The man in the deepest ditch on day one of Labor’s national conference was surely the party’s immigration spokesman Richard Marles.
With party feeling still red hot about the plan to allow a Labor government to turn back asylum seeker boats, there were audible groans from a few delegates when leader Bill Shorten said in his conference address that Marles “will deliver immigration policies that are safe and humane”.
Later Marles appeared on a panel at one of the conference’s fringe events. The room was packed. This was hostile territory.
But Marles was blunt. We know that 1200 people had perished at sea, he said, and almost every person familiar with this area believed the figure was far higher.
That human tragedy had now ended and the people smugglers were no longer in business. But if Labor reopened this journey “we will be condemned by history”.
As the number-crunchers continued to work behind the scenes, Marles promised the critics would soon see unveiled “the most generous offering any potential Australian government has made”. Members of the party would be able to “hold their heads high”, he said.
But the questions were critical, and there were mutterings and interjections. For many in Labor, the asylum seeker issue – and especially turnbacks – is highly emotional.
Despite the strong feelings, Shorten and Marles are set for a win on turnbacks when asylum seeker policy is debated on Saturday. The frontbench and the factions were closing behind Shorten over the issue. They could not afford to humiliate him.
Frontbencher Brendan O'Connor, from the left, a former home affairs minister, was on the same wavelength as Marles. “I think if we don’t get right this policy, if we don’t have sufficient deterrents, we’ll see a return to hundreds of people dying at sea. That’s not acceptable,” he said.
Shorten’s push on turnbacks would ensure there is no difference on this front between the ALP and the Coalition at the election.
The emphasis on preventing drownings has a strong echo of the Coalition’s own line at the last election and since.
Shadow Treasurer Chris Bowen, a former immigration minister, said Shorten’s position would be supported on the floor of conference and defended him against critics in the left who complained they felt ambushed by his surprise announcement on Wednesday.
Bowen said that Shorten had openly indicated in advance what approach he would take at the conference – if he had left it until the issue was on the floor, people could have accused him of “not being open and honest in advance of the conference”.
Bowen also said Shorten had consulted appropriately with senior colleagues, including him, on the policy initiative.
In his address, Shorten chose to bypass turnbacks, concentrating on issues more congenial to the rank and file.
Shorten’s pitch on climate – the 50% renewables target, the plan for an emissions trading scheme, and a challenge to Tony Abbott to make the next election a contest about climate policy – went down a treat with delegates.
The speech contained no new policy announcements – the renewables target had been flagged earlier in the week. Nor was it particularly inspirational. But it did the job for the delegates on the day.
Notably, despite Shorten being under attack over aspects of his union career and Labor being criticised for being too close to the unions, he went out of his way early on to pay tribute to them.

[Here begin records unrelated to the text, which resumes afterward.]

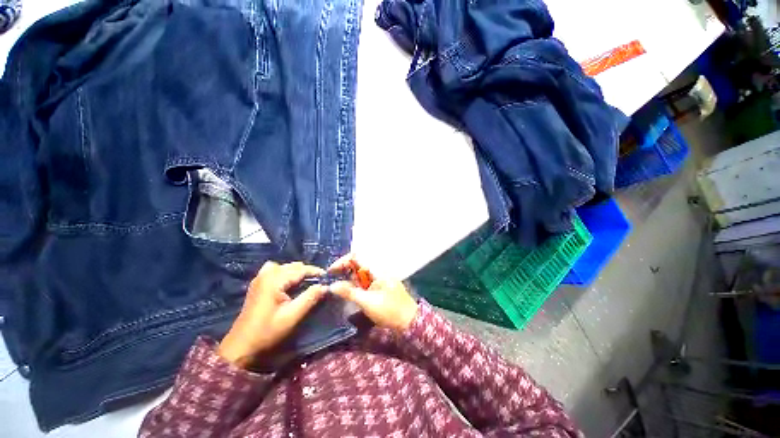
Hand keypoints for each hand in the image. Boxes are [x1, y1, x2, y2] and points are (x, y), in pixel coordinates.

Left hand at [217, 261, 326, 366]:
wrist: (241, 346)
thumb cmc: (267, 332)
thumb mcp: (292, 316)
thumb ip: (310, 298)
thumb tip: (325, 286)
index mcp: (275, 280)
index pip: (301, 269)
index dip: (316, 272)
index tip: (327, 279)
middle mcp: (267, 274)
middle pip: (293, 266)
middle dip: (308, 272)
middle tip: (318, 283)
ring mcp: (260, 278)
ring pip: (285, 267)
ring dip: (297, 272)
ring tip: (305, 283)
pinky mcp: (257, 284)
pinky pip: (275, 270)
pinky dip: (285, 274)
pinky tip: (288, 284)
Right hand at [328, 254, 417, 331]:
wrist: (409, 321)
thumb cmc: (390, 310)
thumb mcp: (368, 302)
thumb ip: (350, 292)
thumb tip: (332, 285)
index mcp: (375, 270)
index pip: (356, 256)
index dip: (342, 261)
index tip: (331, 272)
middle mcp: (376, 271)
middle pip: (356, 264)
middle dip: (342, 269)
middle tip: (331, 280)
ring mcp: (377, 278)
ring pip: (358, 273)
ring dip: (346, 277)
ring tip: (335, 287)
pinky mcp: (377, 287)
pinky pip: (363, 281)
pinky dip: (353, 284)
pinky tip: (346, 291)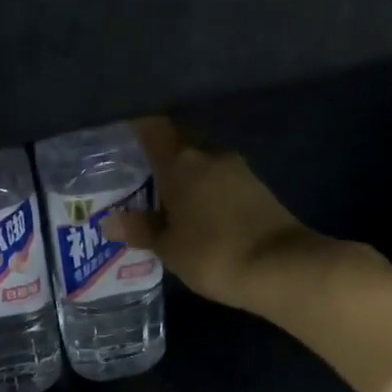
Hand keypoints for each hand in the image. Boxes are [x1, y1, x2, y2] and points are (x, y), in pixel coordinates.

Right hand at [106, 118, 339, 313]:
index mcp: (181, 163)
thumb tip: (111, 220)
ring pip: (200, 161)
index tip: (120, 132)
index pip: (153, 127)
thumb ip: (141, 229)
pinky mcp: (256, 187)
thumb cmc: (213, 254)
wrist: (280, 267)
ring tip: (163, 197)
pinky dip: (203, 189)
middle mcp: (209, 155)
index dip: (136, 124)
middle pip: (178, 141)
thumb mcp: (169, 248)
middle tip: (137, 173)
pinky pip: (218, 179)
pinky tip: (195, 211)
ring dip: (184, 174)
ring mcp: (237, 169)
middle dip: (159, 154)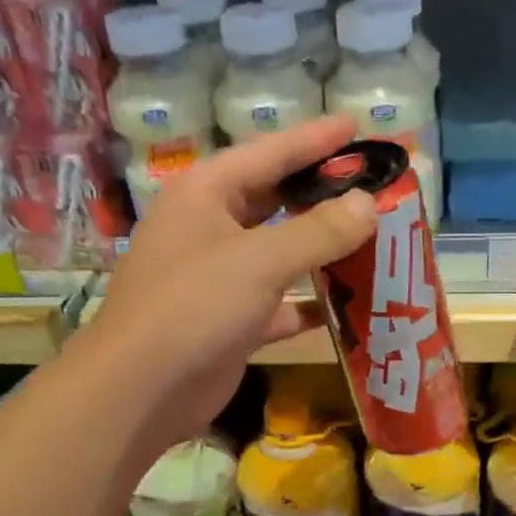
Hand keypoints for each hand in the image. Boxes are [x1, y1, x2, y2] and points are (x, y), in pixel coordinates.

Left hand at [89, 115, 375, 446]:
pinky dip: (310, 303)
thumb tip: (367, 204)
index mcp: (206, 194)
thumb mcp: (261, 260)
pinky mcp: (232, 321)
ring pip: (280, 253)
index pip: (269, 154)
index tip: (356, 125)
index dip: (314, 139)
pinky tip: (349, 303)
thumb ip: (319, 231)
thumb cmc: (194, 305)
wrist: (143, 389)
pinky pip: (281, 302)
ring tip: (372, 238)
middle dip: (321, 194)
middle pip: (275, 200)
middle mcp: (210, 228)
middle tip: (370, 185)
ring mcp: (219, 277)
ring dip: (322, 250)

“No group of people in all Australian history has done more to guarantee safety, to build national wealth, to lift the living standards of ordinary people, than our unions. Ten thousand royal commissions won’t change this,” Shorten said.

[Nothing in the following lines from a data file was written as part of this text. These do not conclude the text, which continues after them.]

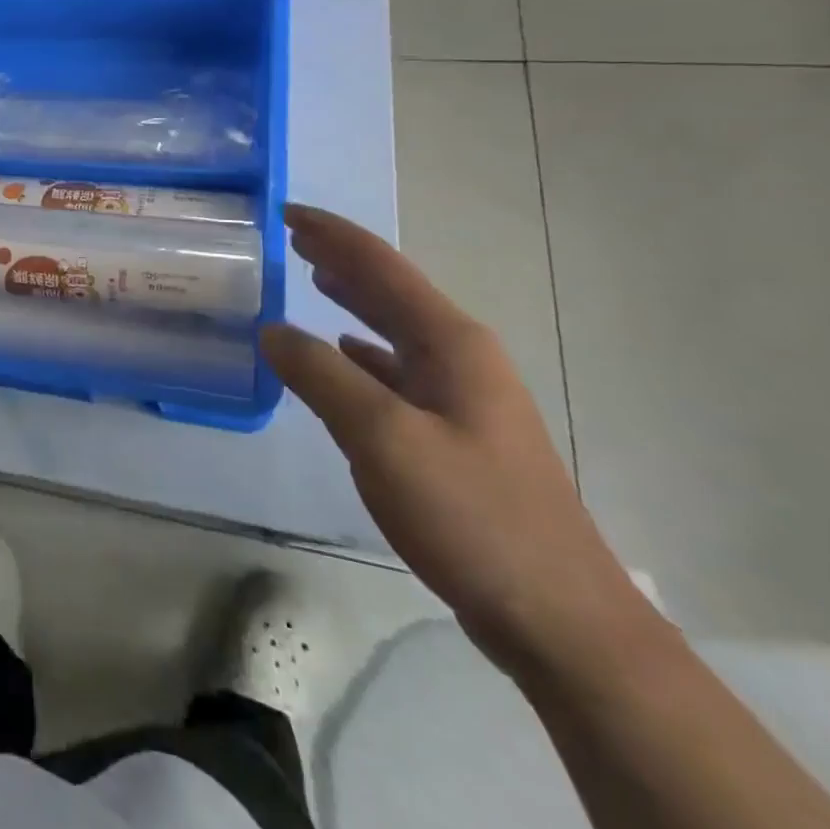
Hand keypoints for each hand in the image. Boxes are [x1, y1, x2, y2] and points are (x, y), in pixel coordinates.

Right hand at [263, 204, 667, 683]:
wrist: (558, 618)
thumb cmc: (472, 514)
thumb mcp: (382, 438)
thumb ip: (320, 375)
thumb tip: (271, 330)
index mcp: (451, 344)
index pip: (381, 266)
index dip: (332, 234)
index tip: (286, 210)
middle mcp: (460, 358)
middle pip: (391, 290)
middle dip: (342, 258)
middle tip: (291, 237)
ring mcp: (462, 397)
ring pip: (395, 327)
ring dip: (352, 298)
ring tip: (311, 276)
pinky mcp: (455, 433)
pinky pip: (397, 368)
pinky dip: (362, 349)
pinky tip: (342, 351)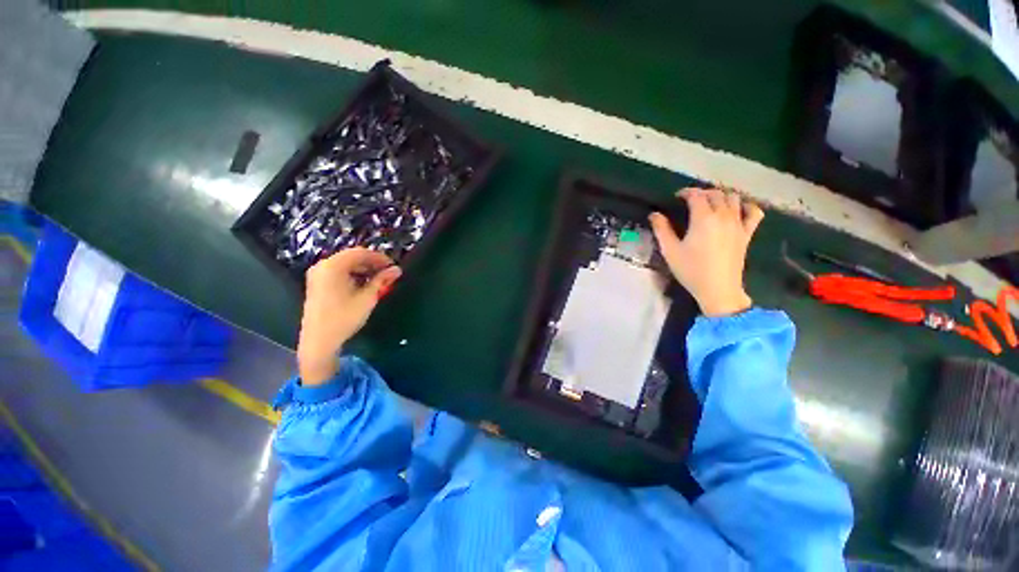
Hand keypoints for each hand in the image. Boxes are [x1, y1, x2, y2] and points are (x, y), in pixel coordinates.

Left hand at [297, 248, 401, 384]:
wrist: (319, 340)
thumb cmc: (345, 317)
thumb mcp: (368, 297)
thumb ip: (382, 280)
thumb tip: (397, 269)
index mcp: (333, 266)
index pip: (360, 252)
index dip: (379, 257)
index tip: (393, 266)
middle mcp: (323, 265)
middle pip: (352, 256)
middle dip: (372, 263)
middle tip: (388, 273)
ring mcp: (318, 274)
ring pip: (346, 264)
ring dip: (364, 269)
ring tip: (379, 280)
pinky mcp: (317, 283)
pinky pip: (339, 272)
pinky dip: (353, 275)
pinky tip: (364, 284)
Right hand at [649, 187, 763, 316]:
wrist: (718, 288)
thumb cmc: (691, 270)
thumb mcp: (670, 250)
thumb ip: (661, 229)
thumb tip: (654, 214)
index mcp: (703, 218)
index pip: (696, 195)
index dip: (686, 192)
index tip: (677, 196)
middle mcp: (723, 216)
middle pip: (716, 194)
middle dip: (703, 193)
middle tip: (691, 201)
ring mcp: (738, 224)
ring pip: (734, 198)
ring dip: (722, 196)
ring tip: (711, 203)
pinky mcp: (747, 233)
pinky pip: (754, 212)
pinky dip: (747, 206)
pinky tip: (739, 209)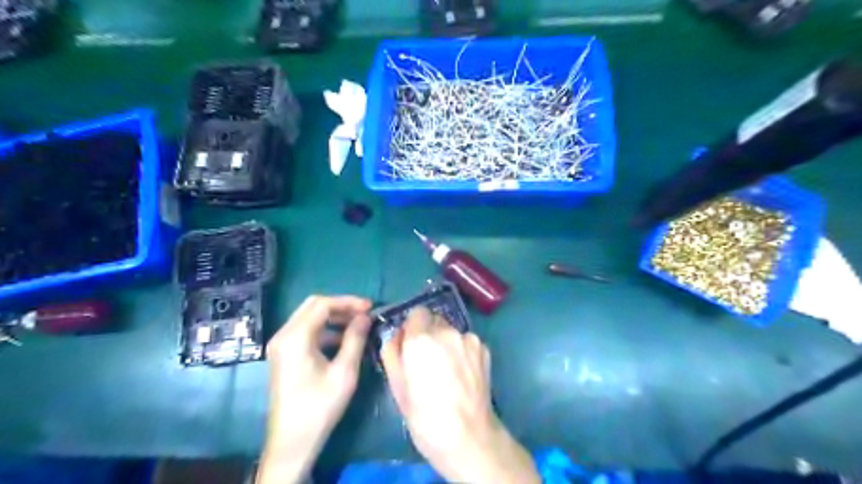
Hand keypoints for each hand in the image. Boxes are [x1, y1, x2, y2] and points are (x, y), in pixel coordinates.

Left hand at [259, 296, 372, 482]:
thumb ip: (355, 339)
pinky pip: (305, 331)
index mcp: (295, 337)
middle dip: (341, 306)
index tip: (370, 308)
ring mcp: (281, 345)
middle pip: (313, 306)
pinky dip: (325, 330)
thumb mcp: (344, 372)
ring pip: (309, 317)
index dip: (349, 302)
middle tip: (364, 314)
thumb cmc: (320, 406)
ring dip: (334, 318)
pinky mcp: (283, 355)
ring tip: (358, 326)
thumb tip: (365, 317)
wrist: (292, 441)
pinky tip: (343, 341)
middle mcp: (283, 335)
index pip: (323, 304)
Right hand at [378, 308, 537, 480]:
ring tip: (447, 371)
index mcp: (421, 338)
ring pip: (451, 332)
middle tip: (428, 362)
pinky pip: (466, 342)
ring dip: (446, 343)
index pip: (417, 312)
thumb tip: (397, 334)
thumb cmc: (424, 416)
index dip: (413, 328)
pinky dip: (462, 351)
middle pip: (435, 321)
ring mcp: (468, 339)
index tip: (411, 346)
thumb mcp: (396, 385)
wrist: (468, 435)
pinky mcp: (484, 349)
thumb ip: (392, 350)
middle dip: (429, 334)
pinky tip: (462, 374)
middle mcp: (446, 331)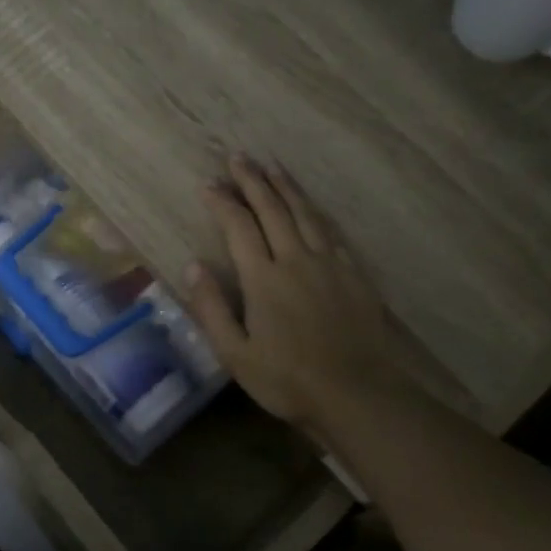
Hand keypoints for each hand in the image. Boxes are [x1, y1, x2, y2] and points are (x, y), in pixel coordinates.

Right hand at [187, 156, 408, 435]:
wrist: (357, 393)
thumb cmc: (287, 380)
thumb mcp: (235, 354)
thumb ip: (212, 308)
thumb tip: (193, 265)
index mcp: (263, 278)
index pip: (238, 226)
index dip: (222, 202)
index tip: (208, 184)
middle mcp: (296, 259)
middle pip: (272, 209)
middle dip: (253, 180)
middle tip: (239, 157)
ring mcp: (329, 264)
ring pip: (305, 213)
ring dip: (286, 187)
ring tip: (272, 166)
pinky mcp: (353, 274)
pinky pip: (331, 231)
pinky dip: (315, 211)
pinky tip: (310, 206)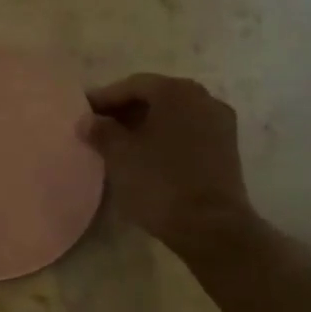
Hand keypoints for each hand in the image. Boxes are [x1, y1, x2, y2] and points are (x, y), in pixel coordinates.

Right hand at [83, 74, 252, 254]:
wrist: (211, 227)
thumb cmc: (159, 183)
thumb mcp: (120, 155)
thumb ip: (101, 131)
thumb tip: (87, 120)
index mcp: (176, 91)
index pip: (132, 85)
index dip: (104, 98)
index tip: (83, 113)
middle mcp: (202, 97)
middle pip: (156, 96)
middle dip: (126, 110)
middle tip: (99, 126)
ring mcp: (219, 122)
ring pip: (174, 114)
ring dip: (146, 124)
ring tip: (120, 143)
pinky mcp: (227, 148)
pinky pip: (188, 132)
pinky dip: (166, 137)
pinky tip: (148, 155)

In his speech Shorten made a particular pitch to women saying: “Our goal should be nothing less than the equal participation of women in work, equal pay for women at work, and an equal voice for women across our parliament.”
For women in the party, Shorten called on the conference to “declare, by 2025, 50% of Labor’s representatives will be women”. A worthy aspiration, no doubt, only remember that Labor has had targets before. When push comes to shove, other considerations – especially factional ones – have overridden lofty sentiments about gender representation.
As he looks to the conference’s second day, with its consideration of asylum seeker policy, Shorten can be feeling easier. But even when he gets his win, turnbacks will continue to be a divisive issue in the rank and file.
Opening the way for a Labor government to return boats should help Shorten in his competition for votes with the Liberals. But the danger for him will be that he loses votes on the left to the Greens, which will be the one party opposing the practice.